Au terme de la compétition deauvillaise, Fiona, le dernier des dix
films présentés, a violemment éclipsé les autres. Compte tenu du faiblard paysage alentour, la tâche n'était pas trop difficile. Ce qui était difficile pour Amos Kollek, c'était de rééditer avec Fiona l'effet coup de poing dans la gueule produit l'an passé sur ces mêmes planches par Sue. Il réédite en effet, mais sans se répéter.
Sans doute le cinéaste bénéficie-t-il aussi de cet avantage paradoxal: en présentant ses films nus, blafards, pessimistes et pouilleux dans le cadre marbré et rutilant de l'opulente Deauville, il obtient un effet de contraste idéal et met toutes les chances de se faire entendre de son côté.
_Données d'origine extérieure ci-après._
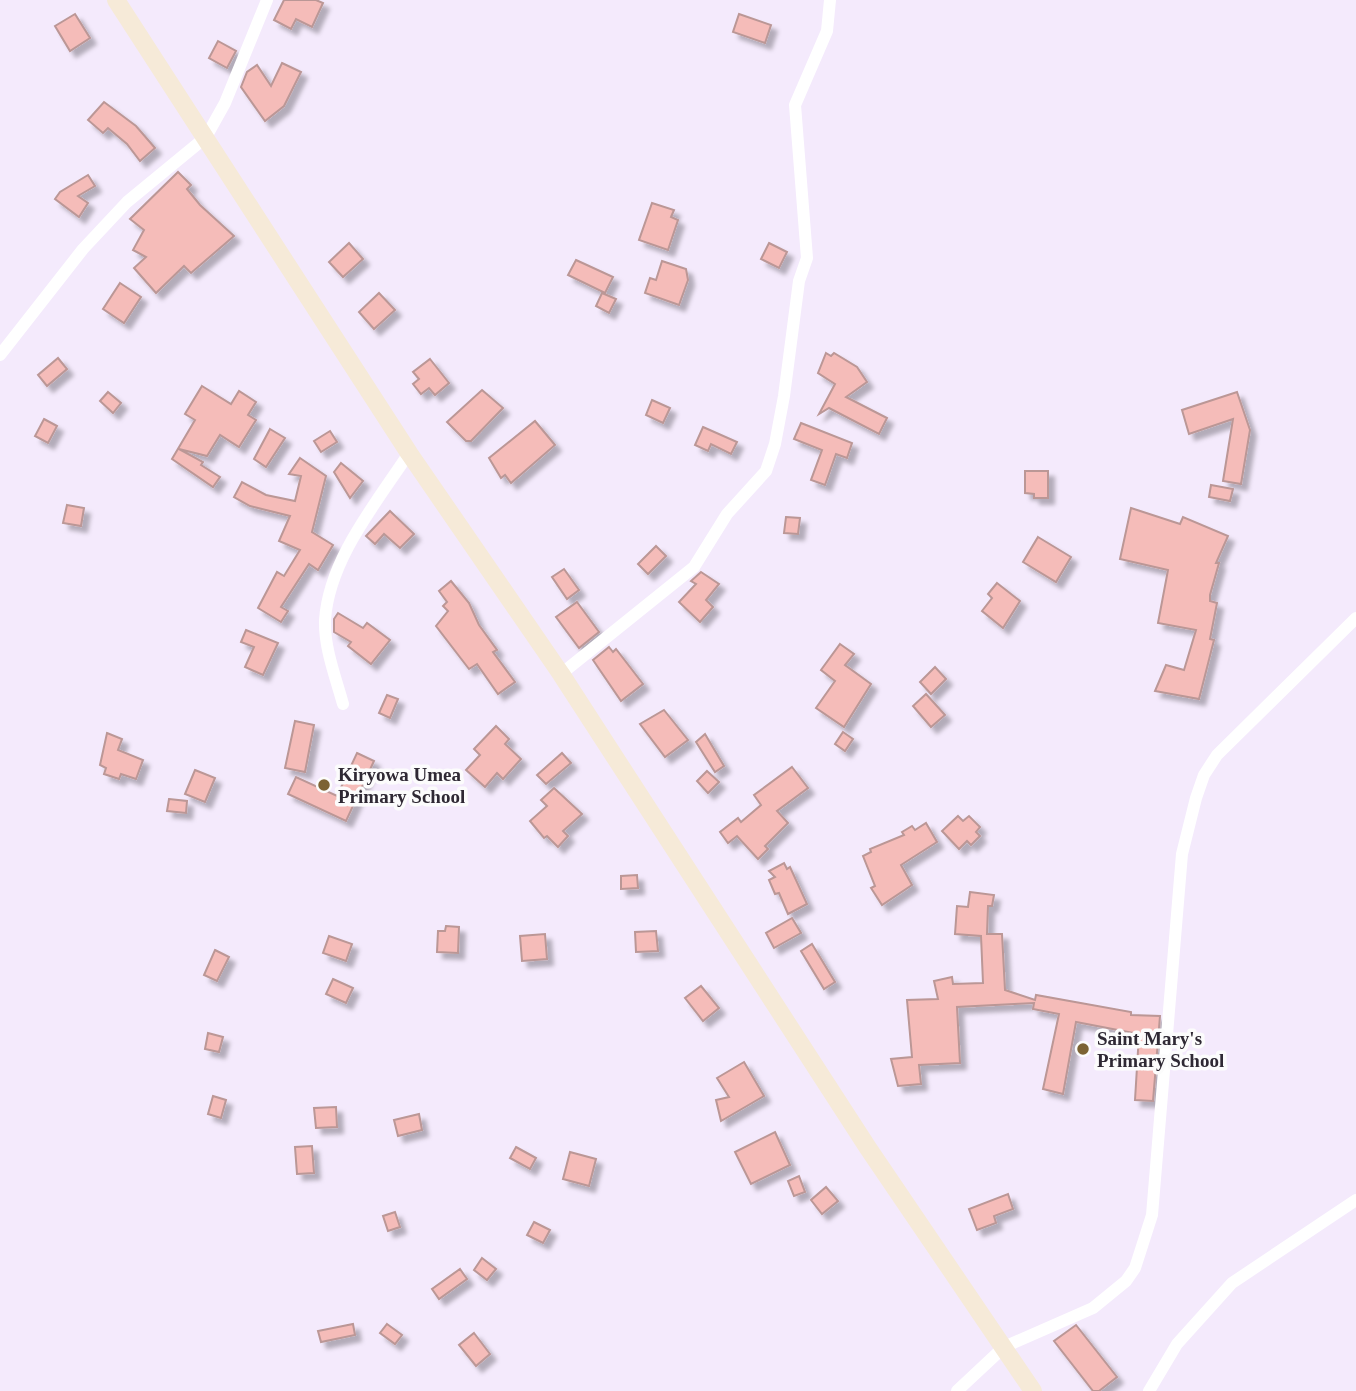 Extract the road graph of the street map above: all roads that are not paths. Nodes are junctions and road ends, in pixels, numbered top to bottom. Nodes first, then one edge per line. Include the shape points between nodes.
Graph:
1 (116, 0) edge
2 (267, 0) edge
3 (830, 0) edge
4 (206, 137) junction
5 (0, 355) edge
6 (408, 453) junction
7 (1356, 618) edge
8 (561, 674) junction
9 (343, 704) dead end
10 (1356, 1200) edge
11 (1004, 1348) junction
12 (957, 1391) edge
13 (1033, 1391) edge
14 (1149, 1391) edge

1 - 4 main road
2 - 4 street via 221,113
3 - 8 street via 827,32 795,105 807,258 799,281 775,444 766,471 727,514 694,567
4 - 5 street via 127,202
4 - 6 main road
6 - 8 main road
6 - 9 street via 348,550 329,599 327,643
7 - 11 street via 1235,734 1204,775 1196,798 1182,854 1152,1215 1135,1268 1093,1308
8 - 11 main road via 868,1148
10 - 14 street via 1232,1283 1177,1344
11 - 12 street
11 - 13 main road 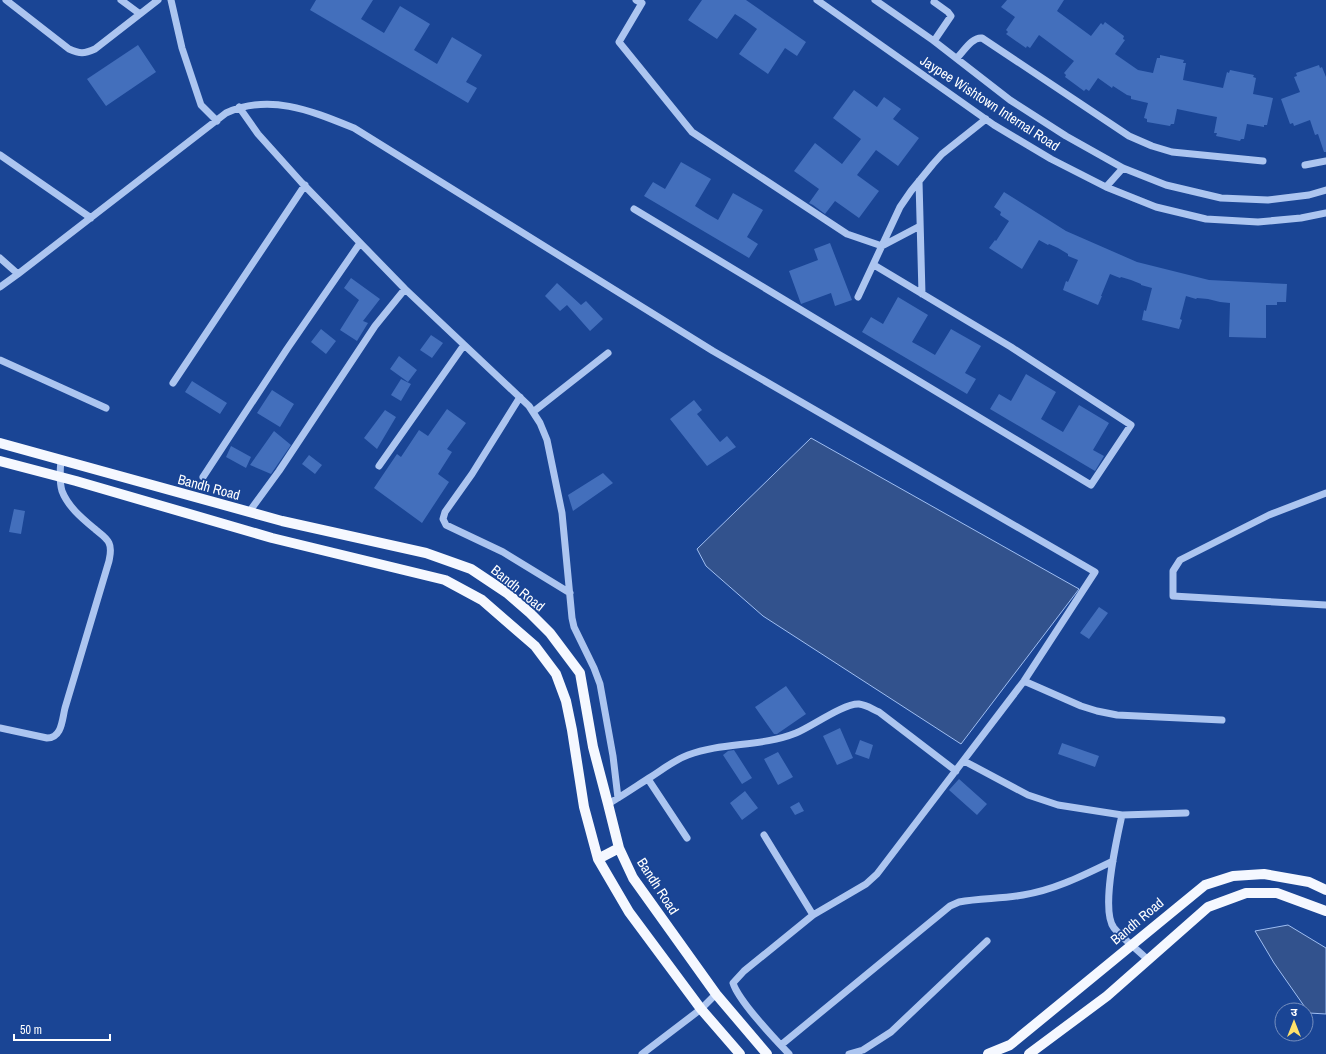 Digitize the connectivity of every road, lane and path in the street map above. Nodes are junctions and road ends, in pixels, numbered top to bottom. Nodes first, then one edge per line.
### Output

Antihollywoodien. C'est parce qu'il est déplacé que Kollek a ici toute sa place, mais c'est aussi à un autre titre: avec, dans un autre registre, Being John Malkovich de Spike Jonze, Fiona est le seul film américain présenté à Deauville qui témoigne d'un cinéma en résonance avec les autres cinémas du monde, et, singulièrement, le cinéma européen. Car si le radicalisme antihollywoodien fonde sans doute le cinéma de Kollek, il ne s'en contente pas: expérience aux limites les plus coupantes du réalisme, travail au corps à corps d'une caméra à l'épaule presque humaine quoique impalpable, mélange égalitaire d'acteurs professionnels et d'autres sans brevet" c'est avec les questions les plus vives du cinéma moderne, telles qu'elles ont notamment explosé lors du dernier palmarès cannois, que dialogue Fiona.